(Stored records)
================
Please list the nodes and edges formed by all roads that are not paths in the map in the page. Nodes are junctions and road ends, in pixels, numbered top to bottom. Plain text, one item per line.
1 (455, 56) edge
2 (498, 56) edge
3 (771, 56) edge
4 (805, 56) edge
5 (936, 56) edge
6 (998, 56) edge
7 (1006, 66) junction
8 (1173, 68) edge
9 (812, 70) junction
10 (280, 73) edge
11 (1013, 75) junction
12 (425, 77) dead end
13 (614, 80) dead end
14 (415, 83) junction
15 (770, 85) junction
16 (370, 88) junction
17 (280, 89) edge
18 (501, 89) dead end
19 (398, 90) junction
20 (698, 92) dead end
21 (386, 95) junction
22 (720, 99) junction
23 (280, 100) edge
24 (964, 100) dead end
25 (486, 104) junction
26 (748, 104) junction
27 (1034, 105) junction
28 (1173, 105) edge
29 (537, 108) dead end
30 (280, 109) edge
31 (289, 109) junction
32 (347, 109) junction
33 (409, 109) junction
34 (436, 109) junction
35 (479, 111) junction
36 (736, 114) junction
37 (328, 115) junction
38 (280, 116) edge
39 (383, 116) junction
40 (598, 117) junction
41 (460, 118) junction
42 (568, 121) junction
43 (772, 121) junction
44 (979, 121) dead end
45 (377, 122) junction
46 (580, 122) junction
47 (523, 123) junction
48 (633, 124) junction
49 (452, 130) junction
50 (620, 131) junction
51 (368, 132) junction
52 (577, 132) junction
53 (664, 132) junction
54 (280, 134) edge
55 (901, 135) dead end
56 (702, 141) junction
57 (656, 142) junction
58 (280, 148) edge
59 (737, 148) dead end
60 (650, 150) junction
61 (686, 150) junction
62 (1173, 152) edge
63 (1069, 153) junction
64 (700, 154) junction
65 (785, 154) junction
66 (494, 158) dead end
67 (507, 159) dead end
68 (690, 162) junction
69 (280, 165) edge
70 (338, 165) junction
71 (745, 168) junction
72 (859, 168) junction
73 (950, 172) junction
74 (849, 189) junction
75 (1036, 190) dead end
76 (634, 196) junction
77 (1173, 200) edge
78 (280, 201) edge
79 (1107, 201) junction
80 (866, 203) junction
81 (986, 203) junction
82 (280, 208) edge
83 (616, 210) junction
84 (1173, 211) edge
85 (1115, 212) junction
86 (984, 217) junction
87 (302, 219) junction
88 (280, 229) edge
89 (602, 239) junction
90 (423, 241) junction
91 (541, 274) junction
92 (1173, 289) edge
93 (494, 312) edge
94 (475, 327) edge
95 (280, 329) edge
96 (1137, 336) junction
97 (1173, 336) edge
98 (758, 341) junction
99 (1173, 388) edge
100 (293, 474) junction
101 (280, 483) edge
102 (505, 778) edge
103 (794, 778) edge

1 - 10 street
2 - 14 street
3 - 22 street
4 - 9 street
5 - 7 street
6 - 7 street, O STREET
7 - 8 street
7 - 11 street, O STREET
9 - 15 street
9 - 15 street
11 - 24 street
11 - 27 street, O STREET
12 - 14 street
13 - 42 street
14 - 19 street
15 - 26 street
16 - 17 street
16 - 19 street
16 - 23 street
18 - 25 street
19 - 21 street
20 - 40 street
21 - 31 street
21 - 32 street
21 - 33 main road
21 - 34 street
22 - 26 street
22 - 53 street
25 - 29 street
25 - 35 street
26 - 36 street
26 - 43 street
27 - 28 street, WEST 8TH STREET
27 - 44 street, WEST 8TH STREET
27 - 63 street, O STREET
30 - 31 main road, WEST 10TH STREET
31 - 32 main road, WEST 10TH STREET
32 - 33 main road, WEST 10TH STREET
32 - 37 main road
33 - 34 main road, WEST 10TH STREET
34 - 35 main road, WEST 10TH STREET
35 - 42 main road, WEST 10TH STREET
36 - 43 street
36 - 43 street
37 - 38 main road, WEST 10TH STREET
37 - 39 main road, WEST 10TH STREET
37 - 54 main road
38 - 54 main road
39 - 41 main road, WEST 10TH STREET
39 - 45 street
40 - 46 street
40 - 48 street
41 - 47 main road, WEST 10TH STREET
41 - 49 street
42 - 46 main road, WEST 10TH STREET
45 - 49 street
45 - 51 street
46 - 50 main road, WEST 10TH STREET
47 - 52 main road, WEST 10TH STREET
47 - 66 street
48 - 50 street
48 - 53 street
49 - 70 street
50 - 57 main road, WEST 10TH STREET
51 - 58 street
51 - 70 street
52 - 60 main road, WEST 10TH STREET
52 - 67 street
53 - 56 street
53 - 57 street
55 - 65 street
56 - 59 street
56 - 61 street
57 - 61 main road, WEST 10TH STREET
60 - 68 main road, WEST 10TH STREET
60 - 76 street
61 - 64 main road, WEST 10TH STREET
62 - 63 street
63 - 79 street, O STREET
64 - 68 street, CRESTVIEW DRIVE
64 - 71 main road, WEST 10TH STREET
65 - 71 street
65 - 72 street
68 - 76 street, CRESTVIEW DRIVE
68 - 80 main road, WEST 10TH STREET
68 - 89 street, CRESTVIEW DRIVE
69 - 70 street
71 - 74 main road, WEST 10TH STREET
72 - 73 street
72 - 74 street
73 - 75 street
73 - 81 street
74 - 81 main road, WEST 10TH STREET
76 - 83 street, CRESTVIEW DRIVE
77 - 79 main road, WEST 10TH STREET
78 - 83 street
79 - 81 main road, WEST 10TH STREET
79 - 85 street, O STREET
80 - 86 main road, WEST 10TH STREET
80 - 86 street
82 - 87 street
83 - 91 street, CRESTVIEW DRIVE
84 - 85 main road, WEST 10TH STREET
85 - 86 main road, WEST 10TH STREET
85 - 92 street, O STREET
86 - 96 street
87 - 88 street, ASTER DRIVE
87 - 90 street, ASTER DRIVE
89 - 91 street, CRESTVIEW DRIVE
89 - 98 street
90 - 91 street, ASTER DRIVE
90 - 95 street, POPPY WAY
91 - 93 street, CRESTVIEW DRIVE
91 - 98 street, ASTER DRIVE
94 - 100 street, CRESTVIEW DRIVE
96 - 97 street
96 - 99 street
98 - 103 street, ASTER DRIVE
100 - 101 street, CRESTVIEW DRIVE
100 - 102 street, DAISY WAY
================
• [YOUR GOAL]: Nothing in the data may be left out. Copy all of it exactly.

• [ANSWER]:
Please list the nodes and edges formed by all roads that are not paths in the map in the page. Nodes are junctions and road ends, in pixels, numbered top to bottom. Plain text, one item per line.
1 (455, 56) edge
2 (498, 56) edge
3 (771, 56) edge
4 (805, 56) edge
5 (936, 56) edge
6 (998, 56) edge
7 (1006, 66) junction
8 (1173, 68) edge
9 (812, 70) junction
10 (280, 73) edge
11 (1013, 75) junction
12 (425, 77) dead end
13 (614, 80) dead end
14 (415, 83) junction
15 (770, 85) junction
16 (370, 88) junction
17 (280, 89) edge
18 (501, 89) dead end
19 (398, 90) junction
20 (698, 92) dead end
21 (386, 95) junction
22 (720, 99) junction
23 (280, 100) edge
24 (964, 100) dead end
25 (486, 104) junction
26 (748, 104) junction
27 (1034, 105) junction
28 (1173, 105) edge
29 (537, 108) dead end
30 (280, 109) edge
31 (289, 109) junction
32 (347, 109) junction
33 (409, 109) junction
34 (436, 109) junction
35 (479, 111) junction
36 (736, 114) junction
37 (328, 115) junction
38 (280, 116) edge
39 (383, 116) junction
40 (598, 117) junction
41 (460, 118) junction
42 (568, 121) junction
43 (772, 121) junction
44 (979, 121) dead end
45 (377, 122) junction
46 (580, 122) junction
47 (523, 123) junction
48 (633, 124) junction
49 (452, 130) junction
50 (620, 131) junction
51 (368, 132) junction
52 (577, 132) junction
53 (664, 132) junction
54 (280, 134) edge
55 (901, 135) dead end
56 (702, 141) junction
57 (656, 142) junction
58 (280, 148) edge
59 (737, 148) dead end
60 (650, 150) junction
61 (686, 150) junction
62 (1173, 152) edge
63 (1069, 153) junction
64 (700, 154) junction
65 (785, 154) junction
66 (494, 158) dead end
67 (507, 159) dead end
68 (690, 162) junction
69 (280, 165) edge
70 (338, 165) junction
71 (745, 168) junction
72 (859, 168) junction
73 (950, 172) junction
74 (849, 189) junction
75 (1036, 190) dead end
76 (634, 196) junction
77 (1173, 200) edge
78 (280, 201) edge
79 (1107, 201) junction
80 (866, 203) junction
81 (986, 203) junction
82 (280, 208) edge
83 (616, 210) junction
84 (1173, 211) edge
85 (1115, 212) junction
86 (984, 217) junction
87 (302, 219) junction
88 (280, 229) edge
89 (602, 239) junction
90 (423, 241) junction
91 (541, 274) junction
92 (1173, 289) edge
93 (494, 312) edge
94 (475, 327) edge
95 (280, 329) edge
96 (1137, 336) junction
97 (1173, 336) edge
98 (758, 341) junction
99 (1173, 388) edge
100 (293, 474) junction
101 (280, 483) edge
102 (505, 778) edge
103 (794, 778) edge

1 - 10 street
2 - 14 street
3 - 22 street
4 - 9 street
5 - 7 street
6 - 7 street, O STREET
7 - 8 street
7 - 11 street, O STREET
9 - 15 street
9 - 15 street
11 - 24 street
11 - 27 street, O STREET
12 - 14 street
13 - 42 street
14 - 19 street
15 - 26 street
16 - 17 street
16 - 19 street
16 - 23 street
18 - 25 street
19 - 21 street
20 - 40 street
21 - 31 street
21 - 32 street
21 - 33 main road
21 - 34 street
22 - 26 street
22 - 53 street
25 - 29 street
25 - 35 street
26 - 36 street
26 - 43 street
27 - 28 street, WEST 8TH STREET
27 - 44 street, WEST 8TH STREET
27 - 63 street, O STREET
30 - 31 main road, WEST 10TH STREET
31 - 32 main road, WEST 10TH STREET
32 - 33 main road, WEST 10TH STREET
32 - 37 main road
33 - 34 main road, WEST 10TH STREET
34 - 35 main road, WEST 10TH STREET
35 - 42 main road, WEST 10TH STREET
36 - 43 street
36 - 43 street
37 - 38 main road, WEST 10TH STREET
37 - 39 main road, WEST 10TH STREET
37 - 54 main road
38 - 54 main road
39 - 41 main road, WEST 10TH STREET
39 - 45 street
40 - 46 street
40 - 48 street
41 - 47 main road, WEST 10TH STREET
41 - 49 street
42 - 46 main road, WEST 10TH STREET
45 - 49 street
45 - 51 street
46 - 50 main road, WEST 10TH STREET
47 - 52 main road, WEST 10TH STREET
47 - 66 street
48 - 50 street
48 - 53 street
49 - 70 street
50 - 57 main road, WEST 10TH STREET
51 - 58 street
51 - 70 street
52 - 60 main road, WEST 10TH STREET
52 - 67 street
53 - 56 street
53 - 57 street
55 - 65 street
56 - 59 street
56 - 61 street
57 - 61 main road, WEST 10TH STREET
60 - 68 main road, WEST 10TH STREET
60 - 76 street
61 - 64 main road, WEST 10TH STREET
62 - 63 street
63 - 79 street, O STREET
64 - 68 street, CRESTVIEW DRIVE
64 - 71 main road, WEST 10TH STREET
65 - 71 street
65 - 72 street
68 - 76 street, CRESTVIEW DRIVE
68 - 80 main road, WEST 10TH STREET
68 - 89 street, CRESTVIEW DRIVE
69 - 70 street
71 - 74 main road, WEST 10TH STREET
72 - 73 street
72 - 74 street
73 - 75 street
73 - 81 street
74 - 81 main road, WEST 10TH STREET
76 - 83 street, CRESTVIEW DRIVE
77 - 79 main road, WEST 10TH STREET
78 - 83 street
79 - 81 main road, WEST 10TH STREET
79 - 85 street, O STREET
80 - 86 main road, WEST 10TH STREET
80 - 86 street
82 - 87 street
83 - 91 street, CRESTVIEW DRIVE
84 - 85 main road, WEST 10TH STREET
85 - 86 main road, WEST 10TH STREET
85 - 92 street, O STREET
86 - 96 street
87 - 88 street, ASTER DRIVE
87 - 90 street, ASTER DRIVE
89 - 91 street, CRESTVIEW DRIVE
89 - 98 street
90 - 91 street, ASTER DRIVE
90 - 95 street, POPPY WAY
91 - 93 street, CRESTVIEW DRIVE
91 - 98 street, ASTER DRIVE
94 - 100 street, CRESTVIEW DRIVE
96 - 97 street
96 - 99 street
98 - 103 street, ASTER DRIVE
100 - 101 street, CRESTVIEW DRIVE
100 - 102 street, DAISY WAY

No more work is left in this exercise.